You May Never See Jack Nicholson In Another Film

Entertainment


Before we explore why Jack Nicholson’s days as an active performer may be done, we need to look at how he got started as an actor in the 1950s. After appearing in Western TV shows, soap operas, and on stage, he made his film debut in 1958, playing the lead role in the low-budget teen movie “The Cry Baby Killer,” produced by B-movie impresario Roger Corman. Their relationship proved to be indispensable to Nicholson’s career.

In 1967, Corman tapped Nicholson to write the screenplay for his psychedelic film “The Trip,” starring Peter Fonda and Dennis Hopper. “His career wasn’t really doing that much at that time,” Corman said of Nicholson to Flavorwire. “I knew he had experience with LSD, so I hired him as a writer.”

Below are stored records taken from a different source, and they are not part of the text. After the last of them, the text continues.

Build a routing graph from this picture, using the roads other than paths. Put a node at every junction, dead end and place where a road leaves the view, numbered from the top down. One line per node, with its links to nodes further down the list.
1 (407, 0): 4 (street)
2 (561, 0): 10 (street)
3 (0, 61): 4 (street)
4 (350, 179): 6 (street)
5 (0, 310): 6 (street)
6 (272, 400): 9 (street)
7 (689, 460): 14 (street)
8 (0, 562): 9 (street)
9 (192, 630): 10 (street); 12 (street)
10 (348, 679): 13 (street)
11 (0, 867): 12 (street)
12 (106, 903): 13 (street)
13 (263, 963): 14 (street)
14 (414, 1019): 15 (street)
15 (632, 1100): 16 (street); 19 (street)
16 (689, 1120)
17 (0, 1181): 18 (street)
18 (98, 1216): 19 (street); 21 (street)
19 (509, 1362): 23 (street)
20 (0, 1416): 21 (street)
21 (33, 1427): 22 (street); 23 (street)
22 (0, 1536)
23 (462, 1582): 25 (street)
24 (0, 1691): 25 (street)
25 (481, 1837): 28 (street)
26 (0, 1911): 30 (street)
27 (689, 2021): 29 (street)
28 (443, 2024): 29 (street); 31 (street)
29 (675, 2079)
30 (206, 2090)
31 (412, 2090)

Corman’s scrappy circle of actors and artists were key players in the burgeoning countercultural film movement, and Fonda, Hopper, and Nicholson reunited for the hippie biker classic “Easy Rider” in 1969. (Corman was initially attached to produce, but he exited when Hopper couldn’t curb his foul mouth or wild temperament at business meetings.)

“Easy Rider” follows two hippie drifters, Billy (Hopper) and Wyatt (Fonda), as they make their way via motorcycle from Los Angeles to New Orleans. Along the way, they encounter a free love commune, drugs, and suspicious townsfolk. They also meet Nicholson’s George Hanson, an alcoholic ACLU lawyer and self-described square. It’s George who articulates the film’s us-versus-them mentality. “They’re not scared of you,” he tells the roving bikers. “They’re scared of what you represent to ’em…What you represent to them is freedom.”

Soundtracked by artists like Bob Dylan and Jimi Hendrix and shot for roughly $350,000, “Easy Rider” emerged as an era-defining film, pushing Nicholson toward stardom and helping to usher in the peak years of New Hollywood. It also netted him his first Oscar nomination.